WORK ORDER -> Copy out the records precisely, omitting pictures.

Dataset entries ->
== Segment start ==
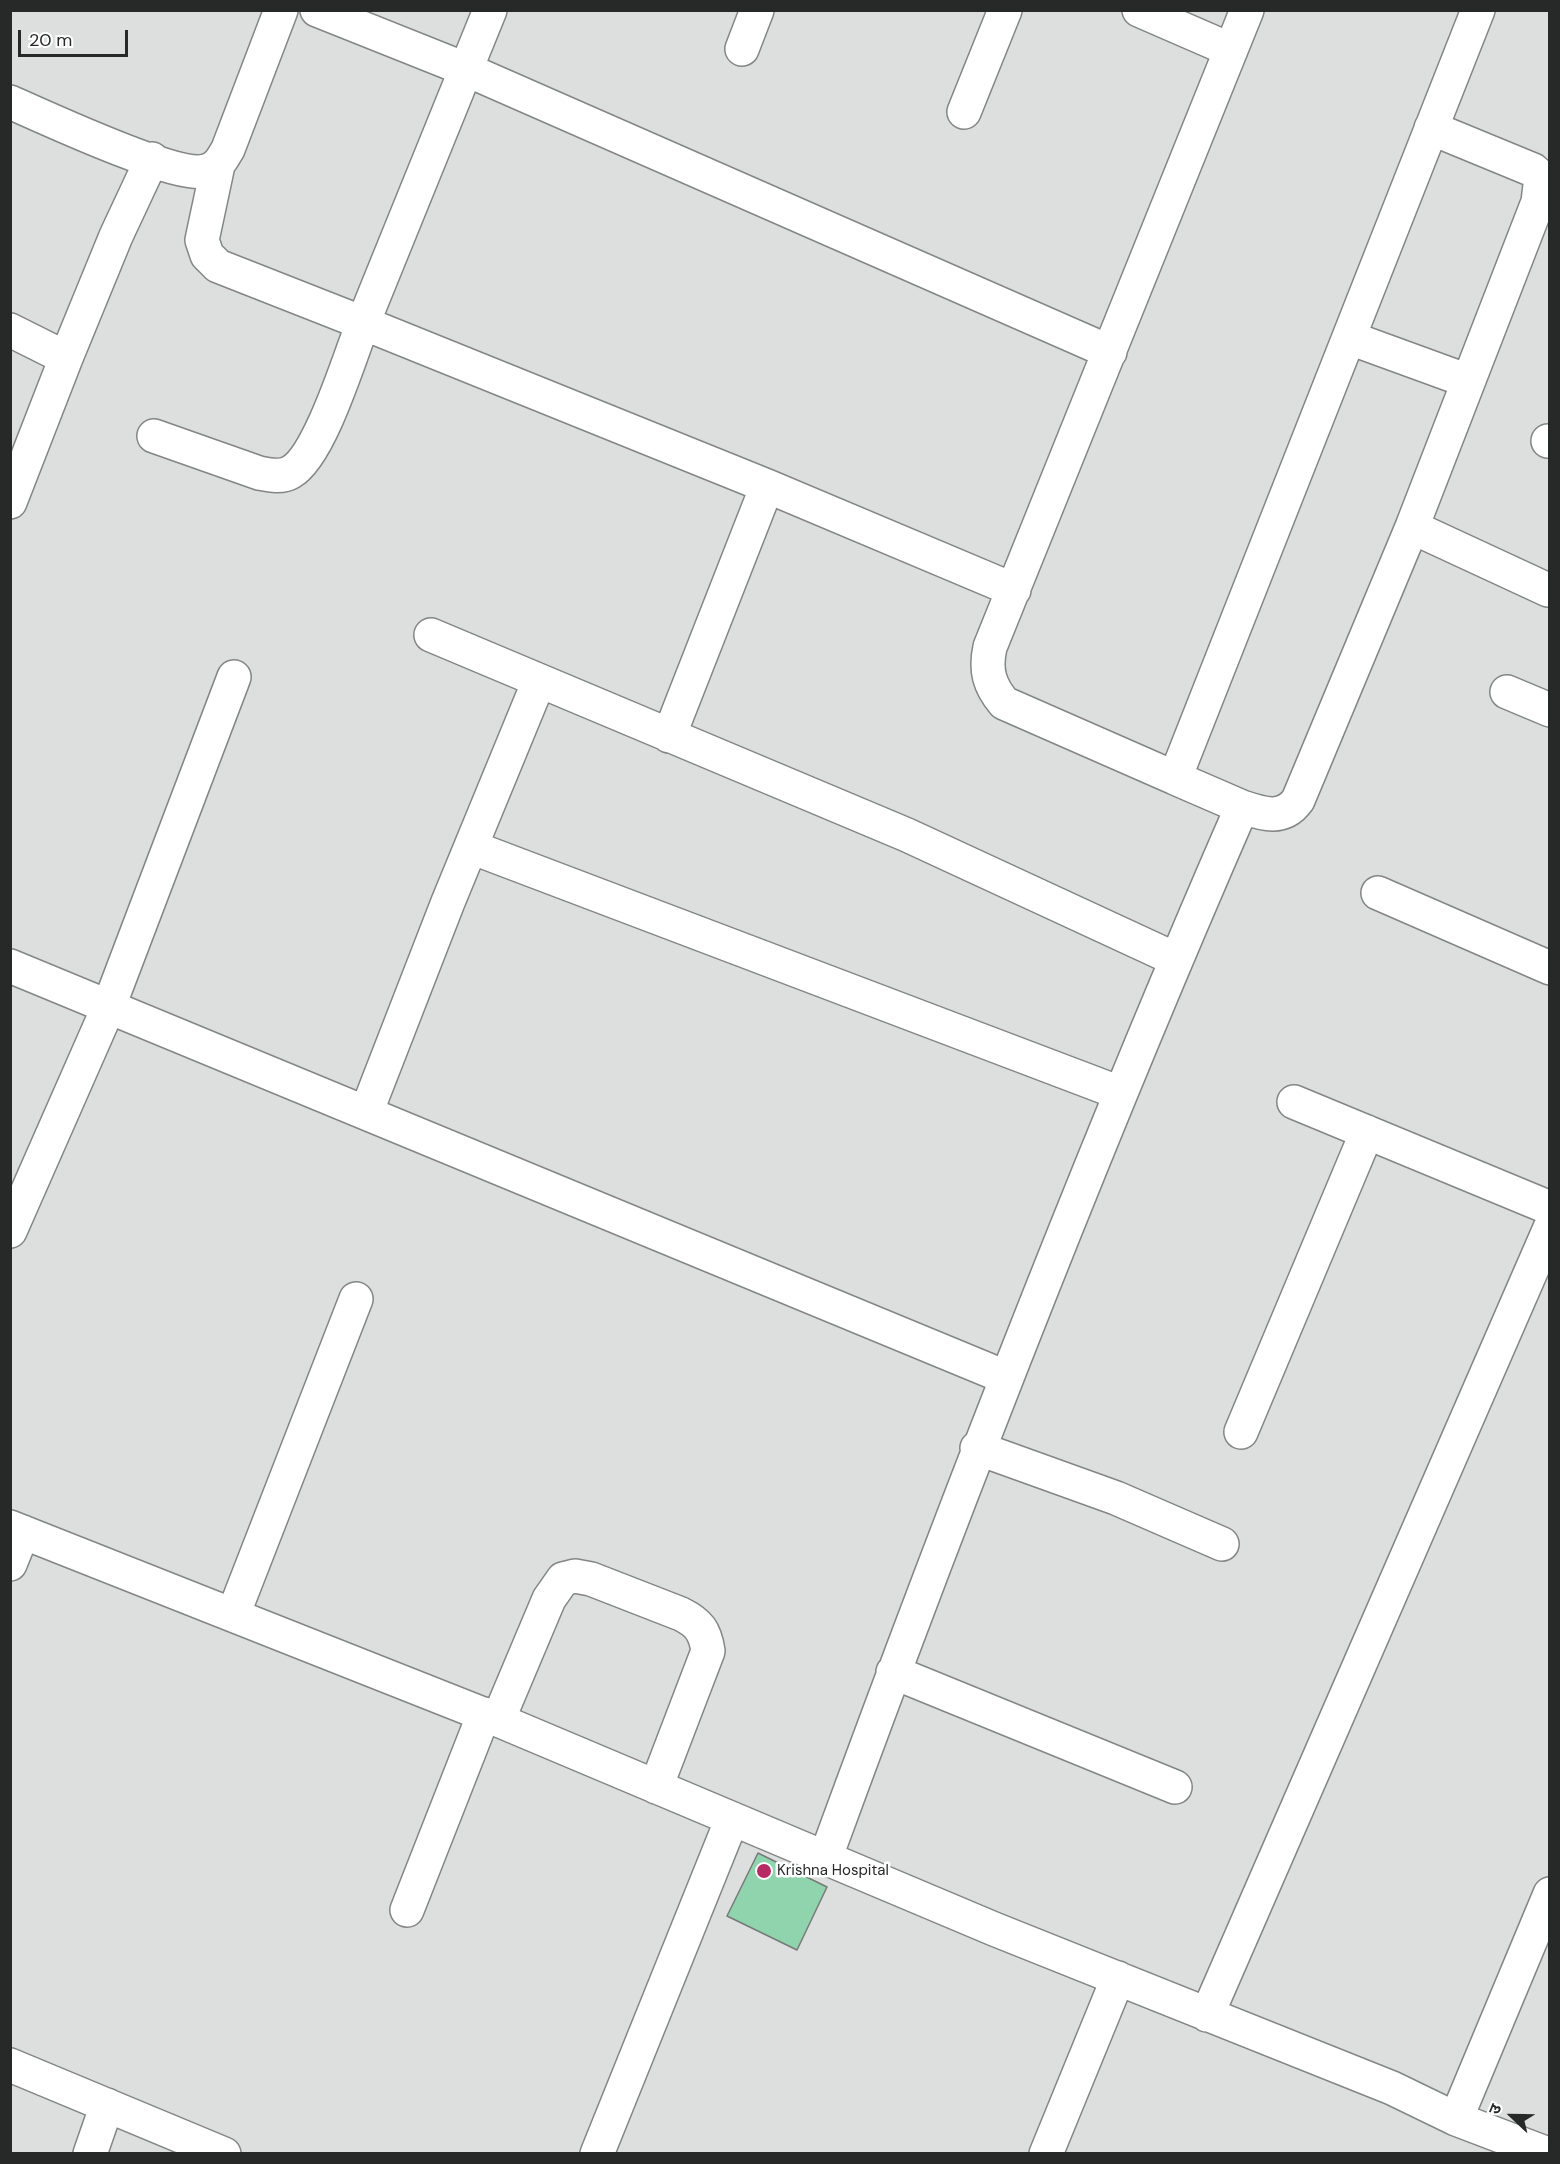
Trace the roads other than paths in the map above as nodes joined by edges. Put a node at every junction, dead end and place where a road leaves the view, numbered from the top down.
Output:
1 (317, 10) edge
2 (490, 10) edge
3 (758, 10) edge
4 (1005, 10) edge
5 (1139, 10) edge
6 (1247, 10) edge
7 (1478, 10) edge
8 (270, 14) edge
9 (742, 49) dead end
10 (1231, 50) junction
11 (465, 69) junction
12 (10, 102) edge
13 (964, 112) dead end
14 (1431, 128) junction
15 (152, 159) junction
16 (218, 165) junction
17 (363, 323) junction
18 (10, 330) edge
19 (1350, 338) junction
20 (1110, 352) junction
21 (66, 358) junction
22 (1468, 381) junction
23 (154, 436) dead end
24 (767, 486) junction
25 (10, 502) edge
26 (1412, 527) junction
27 (1014, 590) junction
28 (1548, 590) dead end
29 (431, 635) dead end
30 (234, 677) dead end
31 (538, 681) junction
32 (1507, 692) dead end
33 (1550, 710) edge
34 (669, 736) junction
35 (1175, 778) junction
36 (1242, 807) junction
37 (471, 847) junction
38 (1378, 893) dead end
39 (1175, 959) junction
40 (10, 966) edge
41 (1550, 968) edge
42 (109, 1006) junction
43 (1120, 1093) junction
44 (1294, 1102) dead end
45 (366, 1113) junction
46 (1367, 1132) junction
47 (1550, 1208) edge
48 (1550, 1228) edge
49 (10, 1231) edge
50 (356, 1299) dead end
51 (1005, 1377) junction
52 (1241, 1432) dead end
53 (977, 1448) junction
54 (17, 1530) edge
55 (1222, 1544) dead end
56 (10, 1564) edge
57 (233, 1615) junction
58 (893, 1672) junction
59 (491, 1717) junction
60 (656, 1787) junction
61 (1175, 1787) dead end
62 (732, 1819) junction
63 (825, 1859) junction
64 (1550, 1894) edge
65 (407, 1910) dead end
66 (1118, 1978) junction
67 (1208, 2015) junction
68 (10, 2065) edge
69 (107, 2105) junction
70 (1456, 2119) junction
71 (598, 2153) edge
72 (90, 2154) edge
73 (224, 2154) edge
74 (1046, 2154) edge
75 (1548, 2154) edge

1 - 11 street
2 - 11 street
3 - 9 street
4 - 13 street
5 - 10 street
6 - 10 street
7 - 14 street
8 - 16 street
10 - 20 street
11 - 17 street
11 - 20 street
12 - 15 street
14 - 19 street
14 - 22 street
15 - 16 street
15 - 21 street
16 - 17 street
17 - 23 street
17 - 24 street
18 - 21 street
19 - 22 street
19 - 35 street
20 - 27 street
21 - 25 street
22 - 26 street
24 - 27 street
24 - 34 street
26 - 28 street
26 - 36 street
27 - 35 street
29 - 31 street
30 - 42 street
31 - 34 street
31 - 37 street
32 - 33 street
34 - 39 street
35 - 36 street
36 - 39 street
37 - 43 street
37 - 45 street
38 - 41 street
39 - 43 street
40 - 42 street
42 - 45 street
42 - 49 street
43 - 51 street
44 - 46 street
45 - 51 street
46 - 47 street
46 - 52 street
48 - 67 street
50 - 57 street
51 - 53 street
53 - 55 street
53 - 58 street
54 - 56 street
54 - 57 street
57 - 59 street
58 - 61 street
58 - 63 street
59 - 60 street
59 - 60 street
59 - 65 street
60 - 62 street
62 - 63 street
62 - 71 street
63 - 66 street
64 - 70 street
66 - 67 street
66 - 74 street
67 - 70 street
68 - 69 street
69 - 72 street
69 - 73 street
70 - 75 street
== Segment end ==
WRITTEN REPLY ->
Trace the roads other than paths in the map above as nodes joined by edges. Put a node at every junction, dead end and place where a road leaves the view, numbered from the top down.
Output:
1 (317, 10) edge
2 (490, 10) edge
3 (758, 10) edge
4 (1005, 10) edge
5 (1139, 10) edge
6 (1247, 10) edge
7 (1478, 10) edge
8 (270, 14) edge
9 (742, 49) dead end
10 (1231, 50) junction
11 (465, 69) junction
12 (10, 102) edge
13 (964, 112) dead end
14 (1431, 128) junction
15 (152, 159) junction
16 (218, 165) junction
17 (363, 323) junction
18 (10, 330) edge
19 (1350, 338) junction
20 (1110, 352) junction
21 (66, 358) junction
22 (1468, 381) junction
23 (154, 436) dead end
24 (767, 486) junction
25 (10, 502) edge
26 (1412, 527) junction
27 (1014, 590) junction
28 (1548, 590) dead end
29 (431, 635) dead end
30 (234, 677) dead end
31 (538, 681) junction
32 (1507, 692) dead end
33 (1550, 710) edge
34 (669, 736) junction
35 (1175, 778) junction
36 (1242, 807) junction
37 (471, 847) junction
38 (1378, 893) dead end
39 (1175, 959) junction
40 (10, 966) edge
41 (1550, 968) edge
42 (109, 1006) junction
43 (1120, 1093) junction
44 (1294, 1102) dead end
45 (366, 1113) junction
46 (1367, 1132) junction
47 (1550, 1208) edge
48 (1550, 1228) edge
49 (10, 1231) edge
50 (356, 1299) dead end
51 (1005, 1377) junction
52 (1241, 1432) dead end
53 (977, 1448) junction
54 (17, 1530) edge
55 (1222, 1544) dead end
56 (10, 1564) edge
57 (233, 1615) junction
58 (893, 1672) junction
59 (491, 1717) junction
60 (656, 1787) junction
61 (1175, 1787) dead end
62 (732, 1819) junction
63 (825, 1859) junction
64 (1550, 1894) edge
65 (407, 1910) dead end
66 (1118, 1978) junction
67 (1208, 2015) junction
68 (10, 2065) edge
69 (107, 2105) junction
70 (1456, 2119) junction
71 (598, 2153) edge
72 (90, 2154) edge
73 (224, 2154) edge
74 (1046, 2154) edge
75 (1548, 2154) edge

1 - 11 street
2 - 11 street
3 - 9 street
4 - 13 street
5 - 10 street
6 - 10 street
7 - 14 street
8 - 16 street
10 - 20 street
11 - 17 street
11 - 20 street
12 - 15 street
14 - 19 street
14 - 22 street
15 - 16 street
15 - 21 street
16 - 17 street
17 - 23 street
17 - 24 street
18 - 21 street
19 - 22 street
19 - 35 street
20 - 27 street
21 - 25 street
22 - 26 street
24 - 27 street
24 - 34 street
26 - 28 street
26 - 36 street
27 - 35 street
29 - 31 street
30 - 42 street
31 - 34 street
31 - 37 street
32 - 33 street
34 - 39 street
35 - 36 street
36 - 39 street
37 - 43 street
37 - 45 street
38 - 41 street
39 - 43 street
40 - 42 street
42 - 45 street
42 - 49 street
43 - 51 street
44 - 46 street
45 - 51 street
46 - 47 street
46 - 52 street
48 - 67 street
50 - 57 street
51 - 53 street
53 - 55 street
53 - 58 street
54 - 56 street
54 - 57 street
57 - 59 street
58 - 61 street
58 - 63 street
59 - 60 street
59 - 60 street
59 - 65 street
60 - 62 street
62 - 63 street
62 - 71 street
63 - 66 street
64 - 70 street
66 - 67 street
66 - 74 street
67 - 70 street
68 - 69 street
69 - 72 street
69 - 73 street
70 - 75 street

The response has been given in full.